Anything to Get Teens to Read

Catherine Jenkins, Writer

Teen Read Week is this week, October 7-13, and it is desperately needed.

Thirty-three percent of 13-year-olds and 45% of 17-year-olds say they read for pleasure no more than 1-2 times per year (commonsensemedia.org). These are scary statistics, and this lack of extracurricular reading robs teens not only of valuable knowledge and literary skills but also of different points of view and the ideas of humanity’s greatest minds.

The aggregate of our knowledge and stories is contained in books. From thence it has been transferred to the internet, and now much can be learned from a simple Google search.

But being educated and informed requires more than just the memorization and regurgitation of facts; one must also be familiar with the great works of people who came before them.

In most cases, the direct thoughts of these writers have been recorded in books (or at least some form of written text). Therefore, reading the works themselves, rather than summaries or descriptions from textbooks, is often the best way of learning about and understanding the authors’ ideas and stories.

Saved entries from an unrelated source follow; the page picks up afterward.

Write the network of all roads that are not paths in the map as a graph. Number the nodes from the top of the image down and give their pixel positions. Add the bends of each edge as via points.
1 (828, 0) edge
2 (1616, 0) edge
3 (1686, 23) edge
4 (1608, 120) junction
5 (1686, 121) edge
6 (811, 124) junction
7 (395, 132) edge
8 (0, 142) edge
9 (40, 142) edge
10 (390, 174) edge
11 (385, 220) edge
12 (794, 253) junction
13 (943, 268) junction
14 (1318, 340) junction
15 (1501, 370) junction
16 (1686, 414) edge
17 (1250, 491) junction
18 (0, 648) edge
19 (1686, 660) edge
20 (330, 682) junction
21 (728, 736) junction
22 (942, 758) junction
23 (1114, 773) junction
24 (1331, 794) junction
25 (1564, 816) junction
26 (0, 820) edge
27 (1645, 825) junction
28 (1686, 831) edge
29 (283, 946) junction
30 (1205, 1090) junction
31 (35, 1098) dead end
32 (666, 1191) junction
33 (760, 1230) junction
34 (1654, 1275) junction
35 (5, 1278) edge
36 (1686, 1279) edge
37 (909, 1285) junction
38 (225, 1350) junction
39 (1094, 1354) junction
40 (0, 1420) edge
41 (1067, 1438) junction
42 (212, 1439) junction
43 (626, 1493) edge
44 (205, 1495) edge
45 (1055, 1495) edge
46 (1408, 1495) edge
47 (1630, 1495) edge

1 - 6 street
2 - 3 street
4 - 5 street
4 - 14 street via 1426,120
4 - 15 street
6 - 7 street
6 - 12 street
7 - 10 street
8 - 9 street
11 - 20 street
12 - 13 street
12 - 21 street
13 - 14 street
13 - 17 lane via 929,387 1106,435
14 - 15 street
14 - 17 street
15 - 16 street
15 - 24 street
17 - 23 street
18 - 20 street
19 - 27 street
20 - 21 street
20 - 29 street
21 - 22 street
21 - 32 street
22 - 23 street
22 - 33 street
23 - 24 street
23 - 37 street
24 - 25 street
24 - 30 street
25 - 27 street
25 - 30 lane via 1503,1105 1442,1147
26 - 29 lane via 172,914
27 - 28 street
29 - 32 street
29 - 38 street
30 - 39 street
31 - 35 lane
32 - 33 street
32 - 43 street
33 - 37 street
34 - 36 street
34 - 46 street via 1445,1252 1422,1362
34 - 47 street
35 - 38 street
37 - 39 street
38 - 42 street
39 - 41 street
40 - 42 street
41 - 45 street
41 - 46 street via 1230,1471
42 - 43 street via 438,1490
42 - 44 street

However, many teens will never fully appreciate Shakespeare or most poetry because reading these is viewed as a chore, a task to be accomplished and forgotten about, rather than a privilege and an opportunity to better understand the human experience.

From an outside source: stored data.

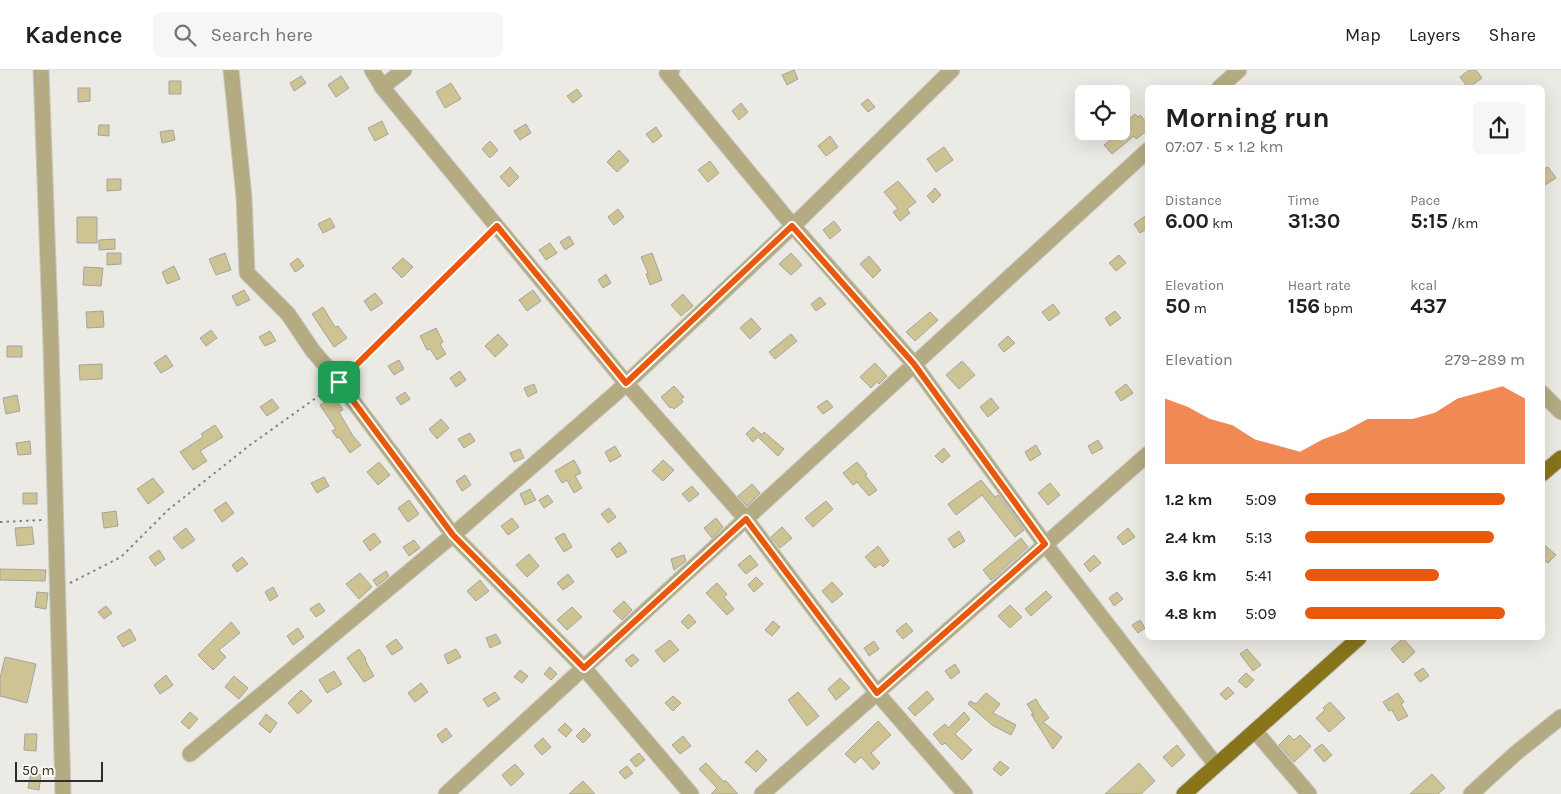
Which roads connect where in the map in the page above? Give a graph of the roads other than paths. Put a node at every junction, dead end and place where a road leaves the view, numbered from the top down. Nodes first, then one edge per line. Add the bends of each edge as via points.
1 (41, 70) edge
2 (231, 70) edge
3 (372, 70) edge
4 (404, 70) edge
5 (672, 70) edge
6 (952, 70) edge
7 (1239, 70) edge
8 (1222, 85) edge
9 (382, 87) junction
10 (1145, 153) edge
11 (792, 226) junction
12 (914, 364) junction
13 (626, 383) junction
14 (1545, 396) edge
15 (1561, 412) edge
16 (1145, 457) edge
17 (1561, 458) edge
18 (1545, 471) edge
19 (746, 519) junction
20 (453, 535) junction
21 (1045, 544) junction
22 (1357, 640) edge
23 (584, 668) junction
24 (877, 693) junction
25 (1561, 718) edge
26 (1255, 731) junction
27 (190, 754) dead end
28 (1216, 765) junction
29 (63, 794) edge
30 (446, 794) edge
31 (691, 794) edge
32 (762, 794) edge
33 (966, 794) edge
34 (1184, 794) edge
35 (1309, 794) edge
36 (1470, 794) edge

1 - 29 street
2 - 20 street via 244,197 247,273 288,314
3 - 9 street
4 - 9 street
5 - 11 street via 667,73
6 - 11 street
7 - 8 street
9 - 13 street
10 - 12 street
11 - 12 street
11 - 13 street
12 - 19 street
12 - 21 street
13 - 19 street
13 - 20 street
14 - 15 street
16 - 21 street
17 - 18 main road
19 - 23 street
19 - 24 street
20 - 23 street
20 - 27 street
21 - 24 street
21 - 28 street
22 - 26 main road
23 - 30 street
23 - 31 street
24 - 32 street
24 - 33 street
25 - 36 street
26 - 28 main road
26 - 35 street
28 - 34 main road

And it’s not just how little they read; it’s what teens are reading or, rather, what they aren’t. A study of 963,678 students in the UK found that “Secondary school students tend to read books which are also read by upper primary students. That suggests that secondary school students are not challenging themselves enough” (Topping).

My mother taught my siblings and me to read in preschool and kindergarten, and this has given me a huge advantage throughout my academic career because I have been reading more challenging books than my friends.

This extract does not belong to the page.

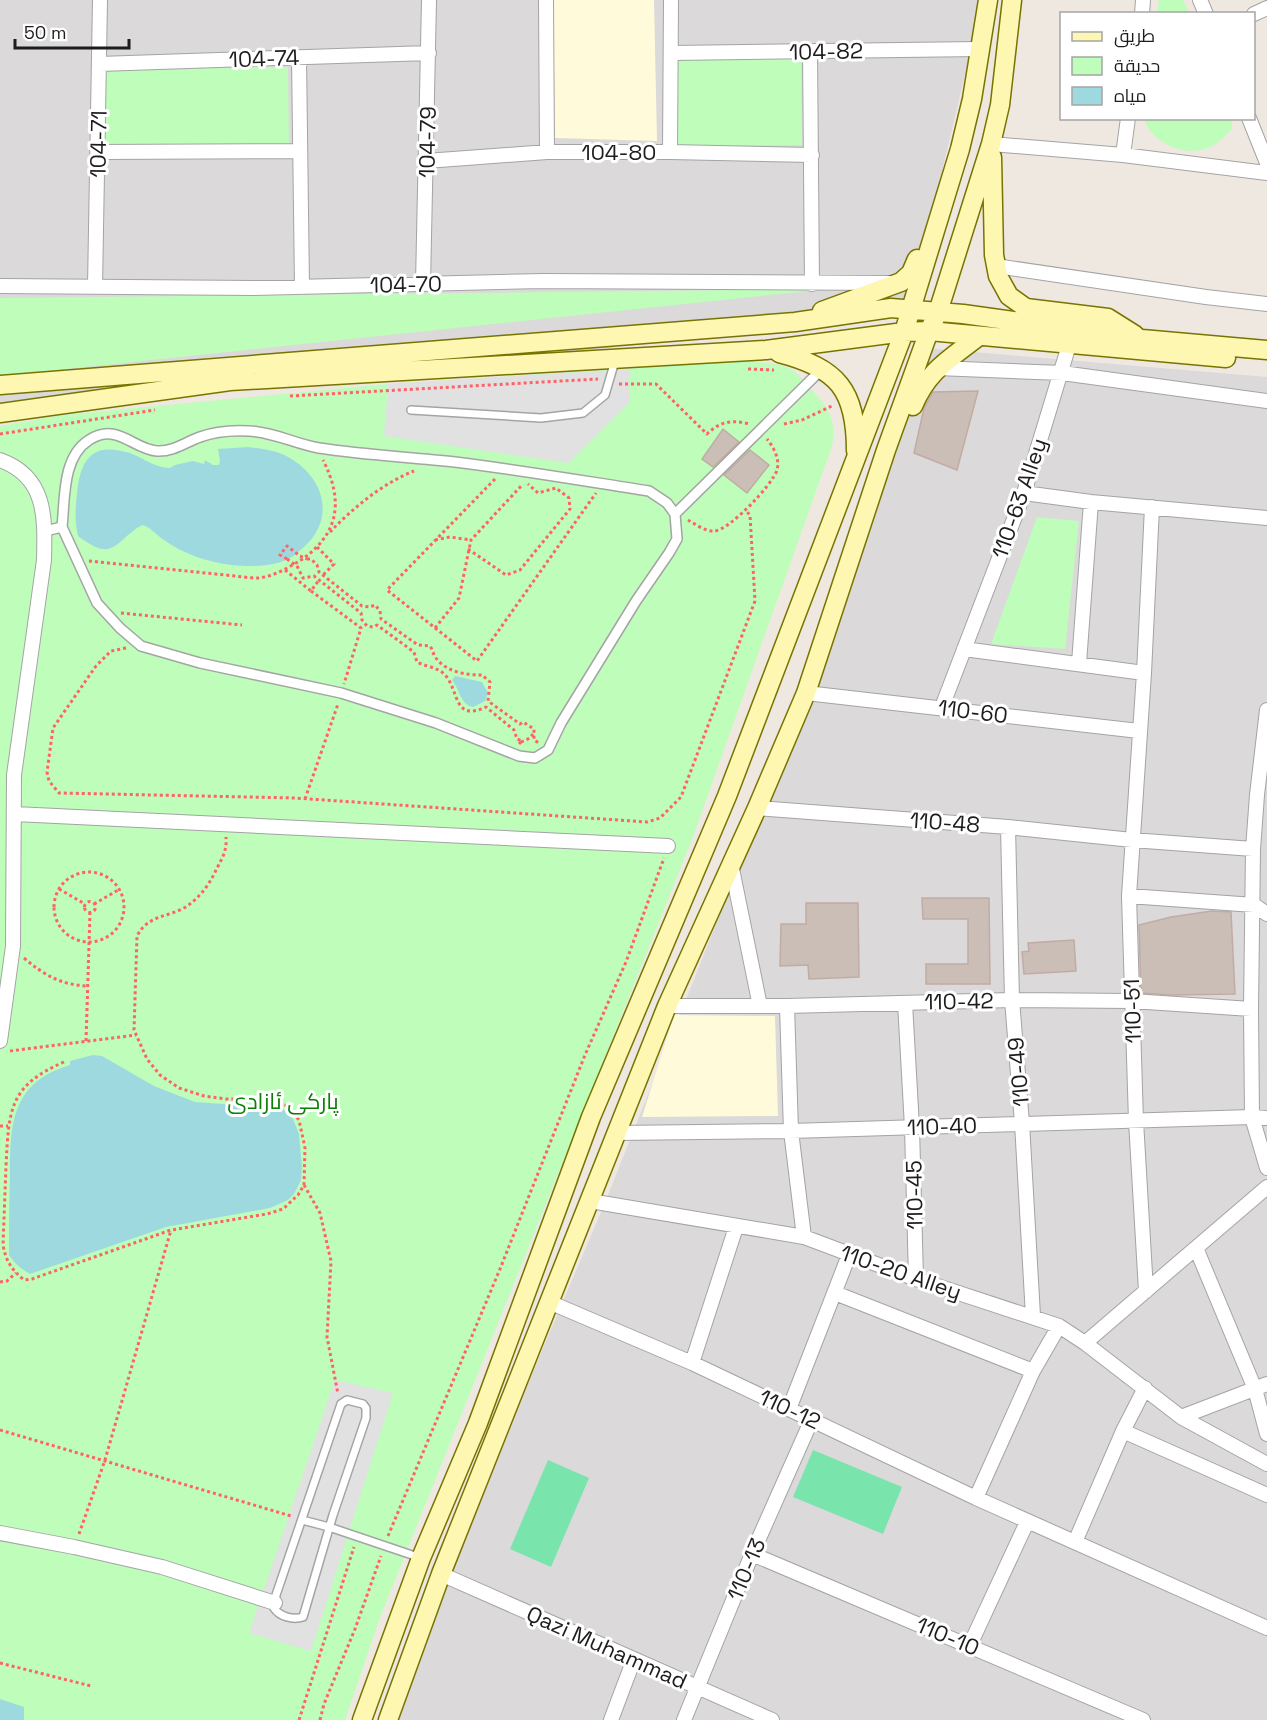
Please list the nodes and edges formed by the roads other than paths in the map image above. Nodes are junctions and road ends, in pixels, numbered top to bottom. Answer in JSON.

Of course, it’s perfectly ok to read easier books sometimes, but if you never try to read anything more difficult or out of your comfort zone, then you won’t grow or learn about new perspectives. The “Classics” are classic for a reason: they’re good, or at least note-worthy. They address important issues that are still relevant today and document history, and they should be taught in schools and read by teens with that in mind. Treating them like dragons to be slain or lands to be conquered only makes something which should be pleasant painful.

Is it not amazing that someone who lived and died hundreds or even thousands of years ago can speak directly in your head, and you can hear them? It sounds like science fiction, but that is what books allow you to experience. As the late astronomer Carl Sagan put it, “Writing is perhaps the greatest of human inventions, binding together people who never knew each other, citizens of distant epochs. Books break the shackles of time. A book is proof that humans are capable of working magic” [Cosmos, Part 11: The Persistence of Memory (1980)].

I fear that my generation is losing the ability to practice this magic effectively. Perhaps we have already lost it.

I’ve heard it said that our youth is our future. What, I ask you, might this future look like without the questions posed by Plato or Socrates, a future bereft of the social critiques of Austen and Dickens? Difficult books challenge readers to think critically; without them, I believe our future would very grim indeed.